Alongside the modern app (index.html), the build produces two legacy reference pages. They are debugging aids: a way to compare the modern renderer against a known-good baseline: not part of the product.

The three entry points

vite.config.ts declares three HTML inputs:

EntryFileWhat it is
mainindex.htmlThe modern EXEPERT app (TS + WASM).
vanillavanilla.htmlA pristine legacy three.js r70 reference, served from public/vanilla/.
v1v1.htmlThe legacy renderer wrapped in the modern UI shell, served from public/v1/ with <base href="/v1/">.

The vanilla page is the original visualization running on the old three.js version, untouched. The v1 page puts that same legacy renderer inside the current UI chrome. Together they let you isolate whether a visual difference comes from the renderer or from the surrounding app.

The standalone logger build

Both reference pages are plain HTML and cannot import the TypeScript diagnostics logger as an ES module. So scripts/build-vanilla-logger.mjs bundles src/diag/logger.ts into a self-contained IIFE they can load with a normal <script src> tag.

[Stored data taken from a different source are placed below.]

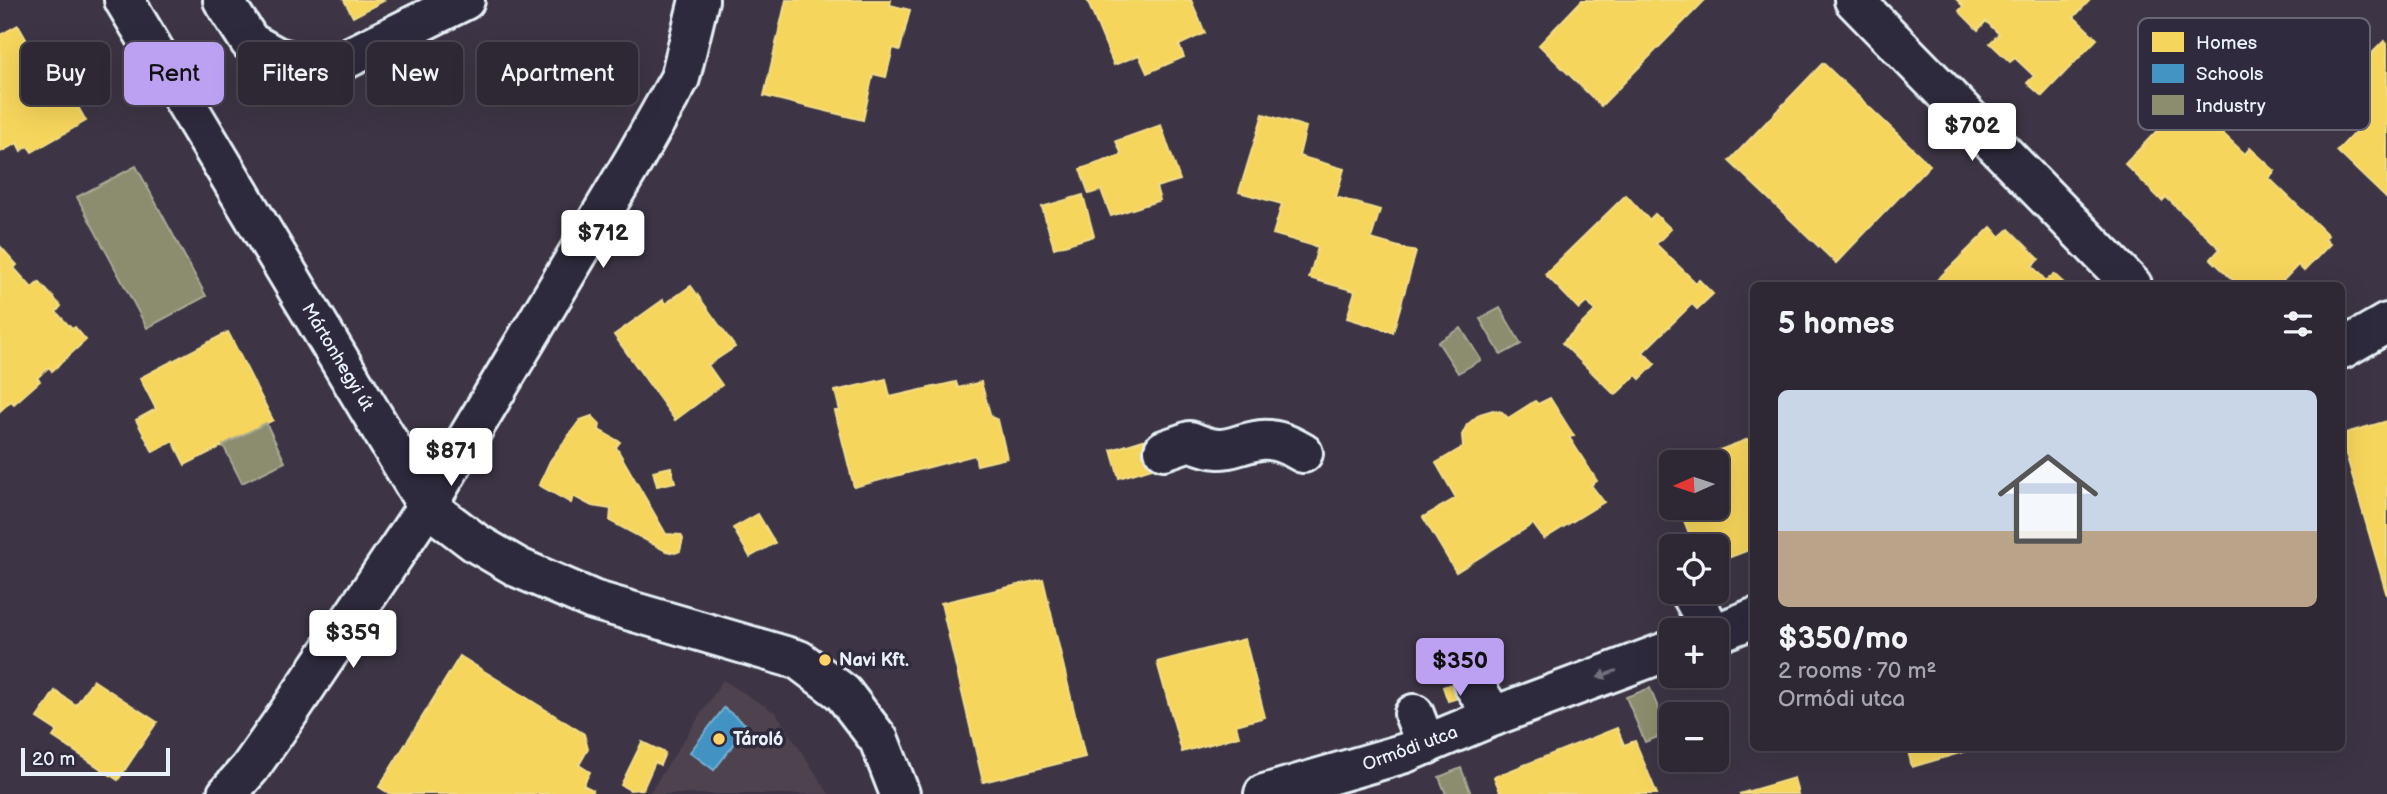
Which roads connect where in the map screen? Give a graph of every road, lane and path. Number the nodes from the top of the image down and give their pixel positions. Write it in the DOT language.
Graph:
graph roads {
  1 [pos="124,0"];
  2 [pos="223,0"];
  3 [pos="465,0"];
  4 [pos="699,0"];
  5 [pos="1854,0"];
  6 [pos="2129,282"];
  7 [pos="2387,323"];
  8 [pos="2345,347"];
  9 [pos="1164,450"];
  10 [pos="1303,453"];
  11 [pos="427,506"];
  12 [pos="1750,620"];
  13 [pos="1729,628"];
  14 [pos="1659,654"];
  15 [pos="1473,684"];
  16 [pos="1494,716"];
  17 [pos="227,794"];
  18 [pos="900,794"];
  19 [pos="1264,794"];
  1 -- 11 [label="street, Mártonhegyi út"];
  2 -- 3 [label="street"];
  4 -- 11 [label="street"];
  5 -- 6 [label="street"];
  7 -- 8 [label="street"];
  9 -- 10 [label="street"];
  11 -- 17 [label="street"];
  11 -- 18 [label="street, Mártonhegyi út"];
  12 -- 13 [label="street"];
  14 -- 16 [label="street, Ormódi utca, one-way"];
  15 -- 16 [label="street"];
  16 -- 19 [label="street, Ormódi utca"];
}
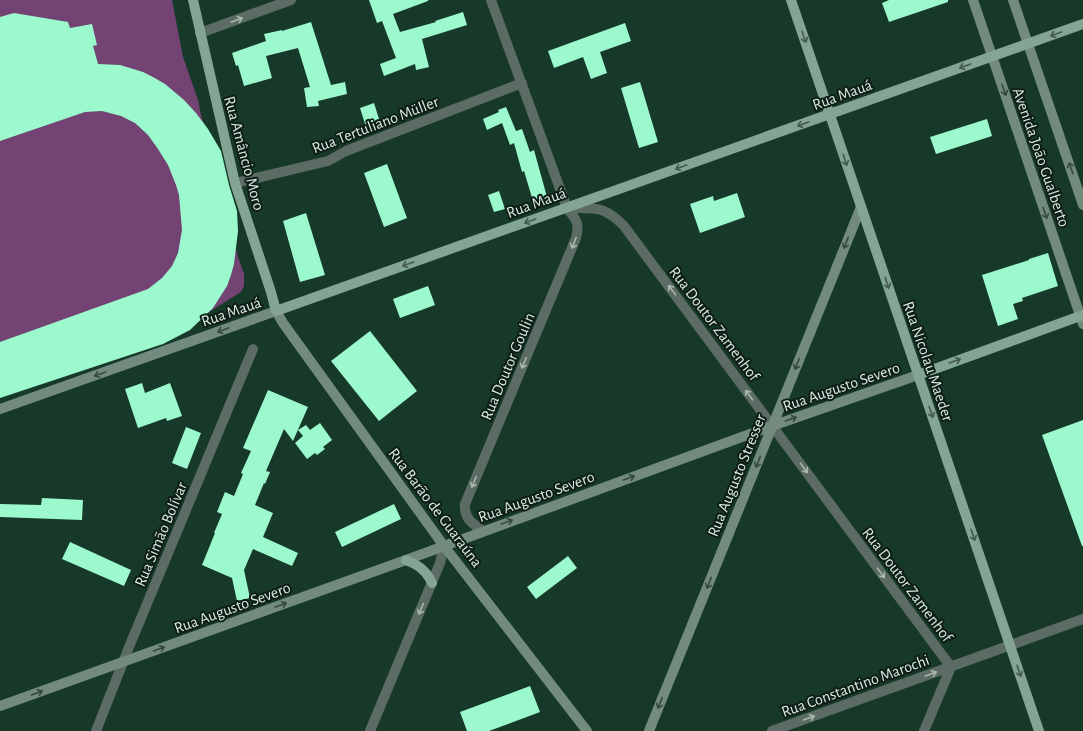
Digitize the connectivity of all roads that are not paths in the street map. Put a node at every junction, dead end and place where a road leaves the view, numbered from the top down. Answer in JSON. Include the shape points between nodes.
{"nodes":[{"id":1,"x":193,"y":0,"type":"edge"},
{"id":2,"x":291,"y":0,"type":"edge"},
{"id":3,"x":491,"y":0,"type":"edge"},
{"id":4,"x":792,"y":0,"type":"edge"},
{"id":5,"x":973,"y":0,"type":"edge"},
{"id":6,"x":1013,"y":0,"type":"edge"},
{"id":7,"x":1083,"y":24,"type":"edge"},
{"id":8,"x":200,"y":33,"type":"junction"},
{"id":9,"x":1028,"y":44,"type":"junction"},
{"id":10,"x":992,"y":56,"type":"junction"},
{"id":11,"x":522,"y":83,"type":"junction"},
{"id":12,"x":830,"y":114,"type":"junction"},
{"id":13,"x":235,"y":183,"type":"junction"},
{"id":14,"x":1083,"y":205,"type":"edge"},
{"id":15,"x":861,"y":207,"type":"junction"},
{"id":16,"x":567,"y":208,"type":"junction"},
{"id":17,"x":276,"y":312,"type":"junction"},
{"id":18,"x":1082,"y":319,"type":"edge"},
{"id":19,"x":253,"y":349,"type":"dead end"},
{"id":20,"x":918,"y":375,"type":"junction"},
{"id":21,"x":0,"y":409,"type":"edge"},
{"id":22,"x":772,"y":426,"type":"junction"},
{"id":23,"x":483,"y":531,"type":"junction"},
{"id":24,"x":444,"y":546,"type":"junction"},
{"id":25,"x":406,"y":560,"type":"junction"},
{"id":26,"x":432,"y":583,"type":"junction"},
{"id":27,"x":1083,"y":619,"type":"edge"},
{"id":28,"x":1010,"y":645,"type":"junction"},
{"id":29,"x":123,"y":662,"type":"junction"},
{"id":30,"x":951,"y":667,"type":"junction"},
{"id":31,"x":0,"y":706,"type":"edge"},
{"id":32,"x":96,"y":731,"type":"edge"},
{"id":33,"x":370,"y":731,"type":"edge"},
{"id":34,"x":586,"y":731,"type":"edge"},
{"id":35,"x":649,"y":731,"type":"edge"},
{"id":36,"x":772,"y":731,"type":"edge"},
{"id":37,"x":924,"y":731,"type":"edge"},
{"id":38,"x":1039,"y":731,"type":"edge"}],
"edges":[{"from":1,"to":8,"type":"main road","name":"Rua Amâncio Moro"},
{"from":8,"to":2,"type":"street","one_way":true},
{"from":3,"to":11,"type":"street"},
{"from":4,"to":12,"type":"main road","name":"Rua Nicolau Maeder","one_way":true},
{"from":5,"to":10,"type":"main road","name":"Avenida João Gualberto"},
{"from":6,"to":9,"type":"main road","name":"Avenida João Gualberto"},
{"from":7,"to":9,"type":"main road","name":"Rua Mauá","one_way":true},
{"from":8,"to":13,"type":"main road","name":"Rua Amâncio Moro"},
{"from":9,"to":10,"type":"main road","name":"Rua Mauá"},
{"from":14,"to":9,"type":"main road","name":"Avenida João Gualberto","one_way":true},
{"from":10,"to":12,"type":"main road","name":"Rua Mauá","one_way":true},
{"from":10,"to":18,"type":"main road","name":"Avenida João Gualberto","one_way":true},
{"from":11,"to":13,"type":"street","name":"Rua Tertuliano Müller","via":[[346,151],[328,161]]},
{"from":11,"to":16,"type":"street"},
{"from":12,"to":15,"type":"main road","name":"Rua Nicolau Maeder","one_way":true},
{"from":12,"to":16,"type":"main road","name":"Rua Mauá","one_way":true},
{"from":13,"to":17,"type":"main road","name":"Rua Amâncio Moro"},
{"from":15,"to":20,"type":"main road","name":"Rua Nicolau Maeder","one_way":true},
{"from":15,"to":22,"type":"main road","name":"Rua Augusto Stresser","one_way":true},
{"from":16,"to":17,"type":"main road","name":"Rua Mauá","one_way":true},
{"from":22,"to":16,"type":"street","name":"Rua Doutor Zamenhof","one_way":true,"via":[[624,226],[605,211]]},
{"from":16,"to":23,"type":"street","name":"Rua Doutor Goulin","one_way":true,"via":[[577,222],[576,238],[465,504],[467,518]]},
{"from":17,"to":21,"type":"main road","name":"Rua Mauá","one_way":true},
{"from":17,"to":24,"type":"main road","name":"Rua Barão de Guaraúna"},
{"from":20,"to":18,"type":"main road","name":"Rua Augusto Severo","one_way":true},
{"from":19,"to":29,"type":"street","name":"Rua Simão Bolívar"},
{"from":22,"to":20,"type":"main road","name":"Rua Augusto Severo","one_way":true},
{"from":20,"to":28,"type":"main road","name":"Rua Nicolau Maeder","one_way":true},
{"from":23,"to":22,"type":"main road","name":"Rua Augusto Severo","one_way":true},
{"from":22,"to":30,"type":"street","name":"Rua Doutor Zamenhof","one_way":true},
{"from":22,"to":35,"type":"main road","name":"Rua Augusto Stresser","one_way":true},
{"from":23,"to":24,"type":"main road","name":"Rua Augusto Severo"},
{"from":24,"to":25,"type":"main road","name":"Rua Augusto Severo"},
{"from":24,"to":26,"type":"street"},
{"from":24,"to":34,"type":"main road","name":"Rua Barão de Guaraúna"},
{"from":25,"to":26,"type":"main road","via":[[424,570]]},
{"from":29,"to":25,"type":"main road","name":"Rua Augusto Severo","one_way":true},
{"from":26,"to":33,"type":"street","one_way":true},
{"from":27,"to":28,"type":"street","name":"Rua Constantino Marochi"},
{"from":28,"to":30,"type":"street","name":"Rua Constantino Marochi"},
{"from":28,"to":38,"type":"main road","name":"Rua Nicolau Maeder","one_way":true},
{"from":31,"to":29,"type":"main road","name":"Rua Augusto Severo","one_way":true},
{"from":29,"to":32,"type":"street","name":"Rua Simão Bolívar"},
{"from":36,"to":30,"type":"street","name":"Rua Constantino Marochi","one_way":true},
{"from":30,"to":37,"type":"street"}]}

scripts/build-vanilla-logger.mjs (esbuild options)
format: 'iife'
target: 'es2017'
// inline sourcemap

It writes the bundle to public/vanilla/diag-logger.js and mirrors it to public/v1/diag-logger.js. Both outputs are gitignored and rebuilt by the dev and build scripts, so the reference pages always get the current logger.

This is why pnpm dev and pnpm build run build:vanilla-logger before starting Vite: see Development and Build & preview.

When to use them

  • A rendering regression in the modern app: compare against vanilla.html.
  • A UI vs. renderer question: compare vanilla.html (renderer only) against v1.html (renderer in the shell).

If you are only working on the simulation or the modern UI, you can ignore these pages entirely; they do not affect the main app build output beyond producing their own bundles.